八岁小娃,搬空渣爹库房跟着外祖一家去流放 第324章

张村长用粗糙的手掌抹了把脸上的汗,连连作揖:“打扰了,打扰了。”他的目光在胥子泽华贵的衣料上停留片刻,又赶紧移开。

“是我们叨扰了。”胥子泽拱手回礼,注意到院外围观的村民越来越多,应该是去捡蛋的全都回来了。

几个光着脚丫的孩子趴在篱笆上,眼睛瞪得溜圆;妇人们交头接耳,粗布衣裙被海风吹得猎猎作响。

张村长搓着手,脸上的皱纹舒展开来:“听说是来买鸭蛋鸟蛋的?我们欢迎至极啊!”他声音突然提高,像是故意说给外面的人听,“巴不得贵人们月月都来!”

篱笆外顿时响起一片附和声。一个缺了门牙的老汉喊道:“咱们村的蛋其他村可没有!”

胥子泽与景春熙交换了个眼神,站起身道:“张村长,不如先看看货?若是都是新鲜的蛋,我们在谈价钱,保证银货两讫。”他说着,余光瞥见几个村民已经激动地攥紧了衣角,脸上露出了喜色,仿佛白花花的银子就在他们眼前。

“好好好!”老村长一叠声应着站起来,“东西都摆在妈祖庙里,阿盛你带路!”嘴巴都快扯到了耳朵边上。

刚出院门,胥子泽就发现几乎全村人都跟了上来。孩子们像小尾巴似的跑在队伍前面领路,有个扎羊角辫的小姑娘壮着胆子扯了扯景春熙的衣袖,又红着脸躲到母亲身后,景春熙回给她一个温和的微笑。

妈祖庙应该是村子里最好的房子了,石头堆砌的两进殿,顶上用的是青瓦,虽然有点破旧,却收拾得整洁异常。

正中的神像前供着新鲜的海藻,香炉里三炷香青烟袅袅。而最引人注目的,是两进殿内整齐码放的竹筐,上面密密麻麻排满青白色的海鸭蛋和斑驳的鸟蛋、龟蛋。

“这得有几百筐吧?”快脚惊叹道,伸手摸了摸最近的一筐。

张村长挺起胸膛:“这里二百二十筐整!今天捡的刚刚我让他们数了,也有七十筐,也就二百九十筐,每筐三十斤上下,保证没有一个是坏的。”他小心翼翼地补充,“这种季节半不容易坏的。”

胥子泽拾起一枚鸭蛋对着光线细看。蛋壳上天然的纹路在阳光下泛着珍珠般的光泽,他不经意地将蛋递给清风。

清风将蛋轻轻磕在墙壁上,蛋壳一分为二,几近透明的蛋清马上流了清风一手,蛋清蛋黄层次分明,“确实很新鲜。”

“全要了。”胥子泽突然宣布,“你们想卖什么价?”

庙里瞬间安静得能听见海浪声。张村长的嘴张了又合,半晌才结结巴巴道:“全、全要?两百九十筐?”

“我们还嫌少了。”胥子泽故意挑眉。

“鸡蛋每斤大概十个,每个可以卖两文钱,这些蛋可以价格低一点。”张村长是个老实人,讲价都没有底气,说完不好意思地低下了头。

胥子泽看向景春熙,看她点了点头,知道她很满意,才拍板说,“就二十文一斤吧!我们全要了。”

张村长这一下激动得语无伦次,转身对着门外大喊,“都听见没?贵人全要了!还按的是鸡蛋的价钱。”

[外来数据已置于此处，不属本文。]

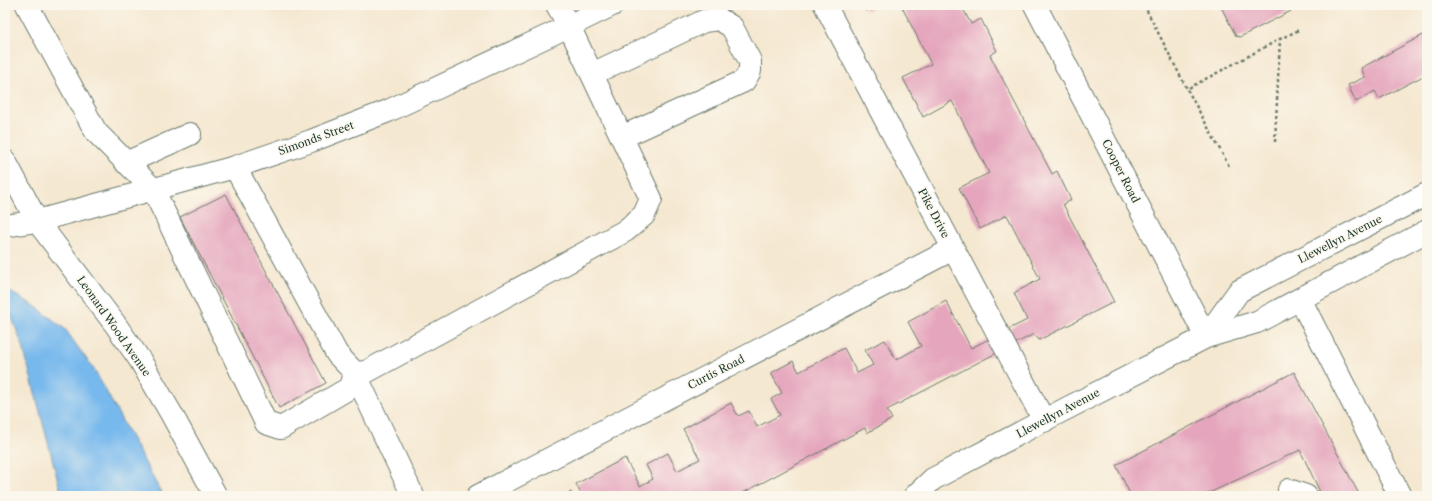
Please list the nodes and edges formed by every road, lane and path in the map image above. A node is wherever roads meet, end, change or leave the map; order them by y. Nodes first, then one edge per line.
1 (27, 5) edge
2 (557, 5) edge
3 (612, 5) edge
4 (825, 5) edge
5 (1035, 5) edge
6 (1144, 5) edge
7 (569, 26) junction
8 (1299, 30) dead end
9 (1280, 40) junction
10 (592, 74) junction
11 (1187, 89) junction
12 (190, 134) dead end
13 (622, 137) junction
14 (1275, 142) dead end
15 (5, 161) edge
16 (126, 163) junction
17 (1229, 166) dead end
18 (235, 167) junction
19 (153, 189) junction
20 (1427, 194) edge
21 (38, 221) junction
22 (5, 226) edge
23 (1427, 231) edge
24 (953, 249) junction
25 (1300, 299) junction
26 (1206, 336) junction
27 (355, 373) junction
28 (1044, 421) junction
29 (216, 496) edge
30 (413, 496) edge
31 (478, 496) edge
32 (915, 496) edge
33 (1400, 496) edge

1 - 16 street
2 - 7 street
3 - 7 street, Simonds Street
4 - 24 street, Pike Drive
5 - 26 street, Cooper Road
6 - 11 path
7 - 10 street
7 - 18 street, Simonds Street
8 - 9 path
9 - 11 path
9 - 14 path
10 - 13 street
10 - 13 street
11 - 17 path
12 - 16 street
13 - 27 street
15 - 21 street, Leonard Wood Avenue
16 - 19 street
18 - 19 street, Simonds Street
18 - 27 street
19 - 21 street, Simonds Street
19 - 27 street
20 - 26 street, Llewellyn Avenue
21 - 22 street, Simonds Street
21 - 29 street, Leonard Wood Avenue
23 - 25 street, Llewellyn Avenue
24 - 28 street, Pike Drive
24 - 31 street, Curtis Road
25 - 26 street, Llewellyn Avenue
25 - 33 street
26 - 28 street, Llewellyn Avenue
27 - 30 street
28 - 32 street, Llewellyn Avenue

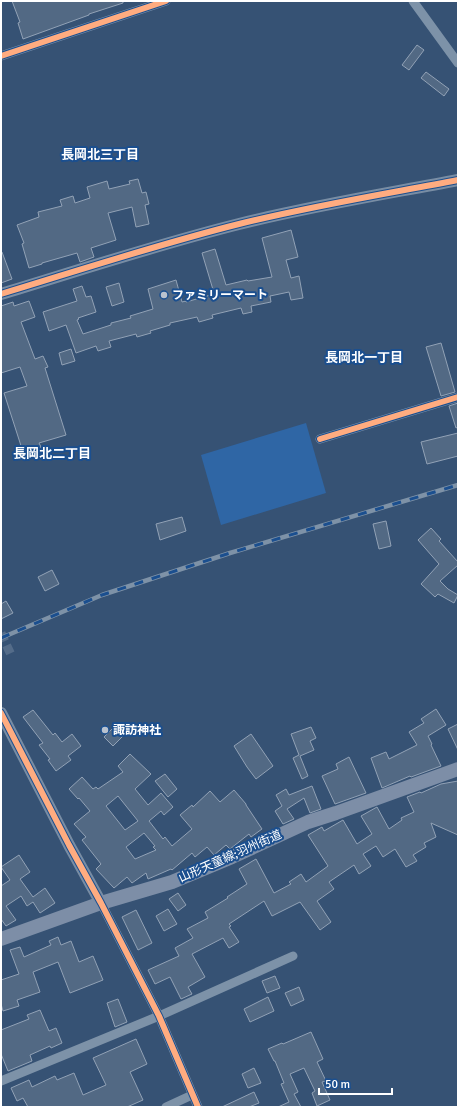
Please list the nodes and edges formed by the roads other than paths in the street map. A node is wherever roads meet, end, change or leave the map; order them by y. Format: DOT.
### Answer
graph roads {
  1 [pos="166,1"];
  2 [pos="413,1"];
  3 [pos="1,56"];
  4 [pos="458,63"];
  5 [pos="458,180"];
  6 [pos="1,294"];
  7 [pos="458,397"];
  8 [pos="320,440"];
  9 [pos="1,713"];
  10 [pos="458,769"];
  11 [pos="101,903"];
  12 [pos="1,939"];
  13 [pos="293,956"];
  14 [pos="159,1016"];
  15 [pos="1,1081"];
  16 [pos="192,1095"];
  17 [pos="166,1107"];
  18 [pos="198,1107"];
  1 -- 3 [label="street"];
  2 -- 4 [label="street"];
  5 -- 6 [label="street"];
  7 -- 8 [label="street"];
  9 -- 11 [label="street"];
  10 -- 11 [label="main road, 山形天童線;羽州街道"];
  11 -- 12 [label="main road, 山形天童線;羽州街道"];
  11 -- 14 [label="street"];
  13 -- 14 [label="street"];
  14 -- 15 [label="street"];
  14 -- 16 [label="street"];
  16 -- 17 [label="street"];
  16 -- 18 [label="street"];
}
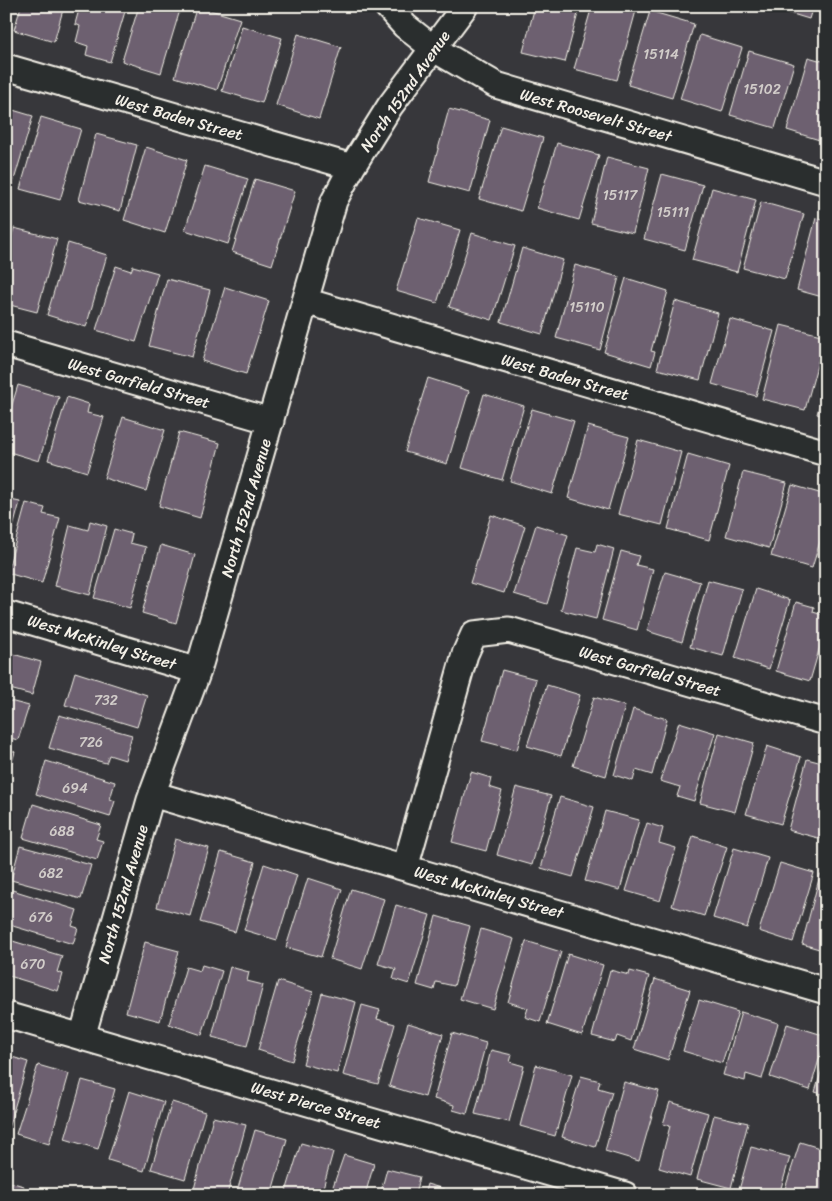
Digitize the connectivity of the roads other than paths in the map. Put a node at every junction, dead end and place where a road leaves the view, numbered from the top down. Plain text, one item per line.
1 (387, 6) edge
2 (465, 6) edge
3 (434, 49) junction
4 (6, 67) edge
5 (352, 167) junction
6 (826, 182) edge
7 (305, 301) junction
8 (6, 344) edge
9 (271, 421) junction
10 (826, 453) edge
11 (6, 614) edge
12 (198, 670) junction
13 (826, 722) edge
14 (152, 794) junction
15 (404, 868) junction
16 (826, 992) edge
17 (6, 1015) edge
18 (82, 1037) junction
19 (625, 1195) edge

1 - 3 street, West Roosevelt Street
2 - 3 street, North 152nd Avenue
3 - 5 street, North 152nd Avenue
3 - 6 street, West Roosevelt Street
4 - 5 street, West Baden Street
5 - 7 street, North 152nd Avenue
7 - 9 street, North 152nd Avenue
7 - 10 street, West Baden Street
8 - 9 street, West Garfield Street
9 - 12 street, North 152nd Avenue
11 - 12 street, West McKinley Street
12 - 14 street, North 152nd Avenue
13 - 15 street, West Garfield Street
14 - 15 street, West McKinley Street
14 - 18 street, North 152nd Avenue
15 - 16 street, West McKinley Street
17 - 18 street, West Pierce Street
18 - 19 street, West Pierce Street

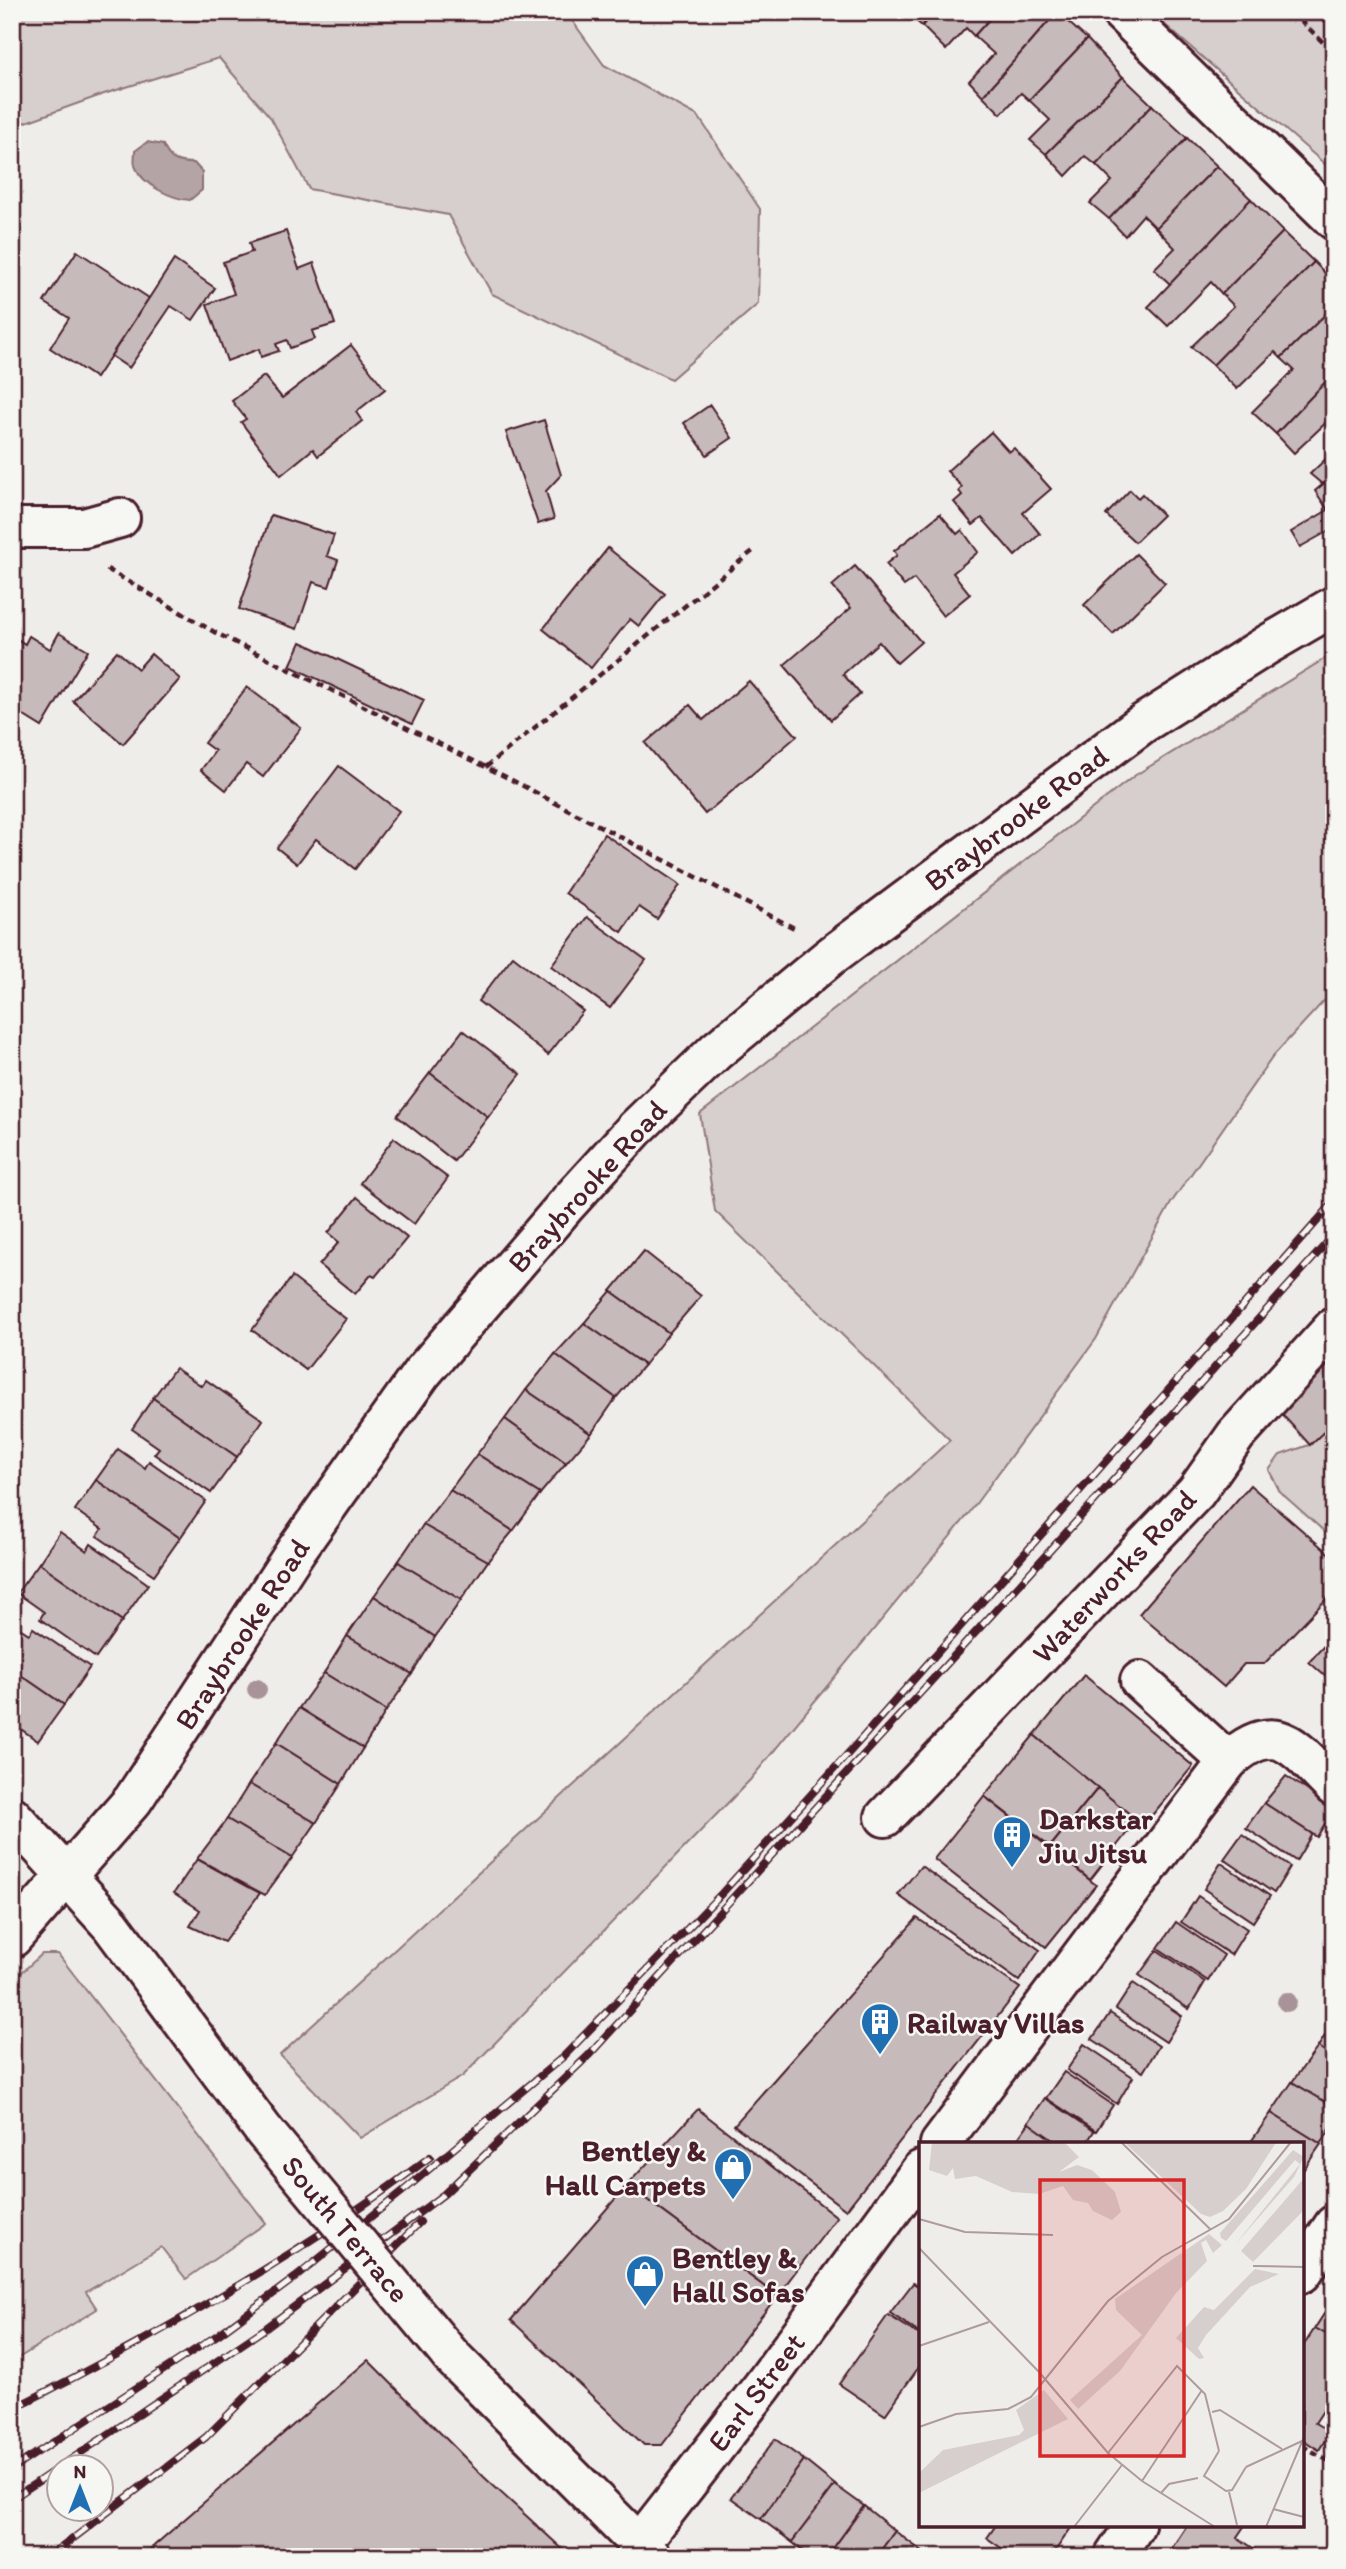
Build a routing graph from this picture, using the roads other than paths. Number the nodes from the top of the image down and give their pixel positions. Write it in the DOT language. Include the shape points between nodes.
graph roads {
  1 [pos="1121,12"];
  2 [pos="1334,220"];
  3 [pos="120,518"];
  4 [pos="12,528"];
  5 [pos="1334,606"];
  6 [pos="1334,1327"];
  7 [pos="1140,1681"];
  8 [pos="1228,1760"];
  9 [pos="1334,1787"];
  10 [pos="12,1816"];
  11 [pos="885,1817"];
  12 [pos="67,1877"];
  13 [pos="12,1938"];
  14 [pos="942,2142"];
  15 [pos="919,2173"];
  16 [pos="1334,2225"];
  17 [pos="1304,2270"];
  18 [pos="1134,2527"];
  19 [pos="645,2551"];
  20 [pos="1114,2557"];
  1 -- 2 [label="street"];
  3 -- 4 [label="street" via="84,528"];
  5 -- 12 [label="street, Braybrooke Road" via="1142,723 831,956 716,1051 635,1129 421,1374 297,1549 133,1800"];
  6 -- 11 [label="street, Waterworks Road" via="1236,1435 1196,1492"];
  7 -- 8 [label="street"];
  8 -- 9 [label="street" via="1245,1745 1274,1738 1292,1747"];
  8 -- 14 [label="street"];
  10 -- 12 [label="street, South Terrace"];
  12 -- 13 [label="street, Braybrooke Road"];
  12 -- 19 [label="street, South Terrace, bridge" via="138,1958 264,2132 451,2356"];
  15 -- 19 [label="street, Earl Street"];
  16 -- 17 [label="street"];
  18 -- 20 [label="street"];
}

欢呼声如潮水般爆发。孩子们蹦跳着转圈,几个老人不停抹眼睛。他们知道,像这种大小不一的蛋,平时在集镇上也就能卖个十二三文,就是拉到郡府也未必卖得上这种价,主要是卖不完,总得留下不少分给村民吃。

“好人呀!好人自有好报。”

“贵人就是活菩萨,这样我们吃饭不愁了。”

甚至有人双手合十,祷告了起来。

胥子泽示意清风取出钱袋,倒出来的不是常见的铜钱或银票,而是白花花的银子,景春熙也把自己提前准备好的银袋子递了过去。

“一筐六百文,二百九十筐就是一百七十四两。”

“这...这...”张村长看着摆在案桌上的一大堆银子,拿起几个大点的银子捧着,手抖得像风中的树叶。

“现银结算,童叟无欺。”胥子泽笑道。

虽然老村长刚才说要粮食,但他也没打算笨到真的这么交易,不然马车得拉多少车才够?没准丫头还会露馅。

院外有个妇人突然哭出声来,被她丈夫慌忙拉走。

“贵人,其他海货你们还要不要?里面内殿还有不少海带盒鱼干虾干,牡蛎干也有。”虽然得了银子,张村长也还算清醒,还知道推销村子里的有的东西。

“贵人也一起买了吧,眼看回南天就来了,我们也不好保管,那些东西也不值钱,再便宜点给你们。”老村长不知道什么时候也来到了门口,帮着村长儿子说话。

老人都这么说了,他们自然是要看的,而且这些东西本来他们就想购买。

看见胥子泽和景春熙真的移动了脚步,张村长连忙放下手中的银子,冲着门口的老人说,“爹,银子您看着,我带他们进去看货。”

确定自家老爹已经站在了银子旁边,张村长才敢挪步,银子太多了,让他守着他都有点惶恐。

第777章 张村长豪气

内殿和外殿基本一样格局,还是码得整整齐齐的竹筐,看着数量也不少。

“这是海带,这是鱼干,这是虾干。都是秋风起后才风干的,你们打开看看。”张村长从不同的位置,一下就扛下来三个大筐,光看他搬动的动作,就知道比蛋重多了。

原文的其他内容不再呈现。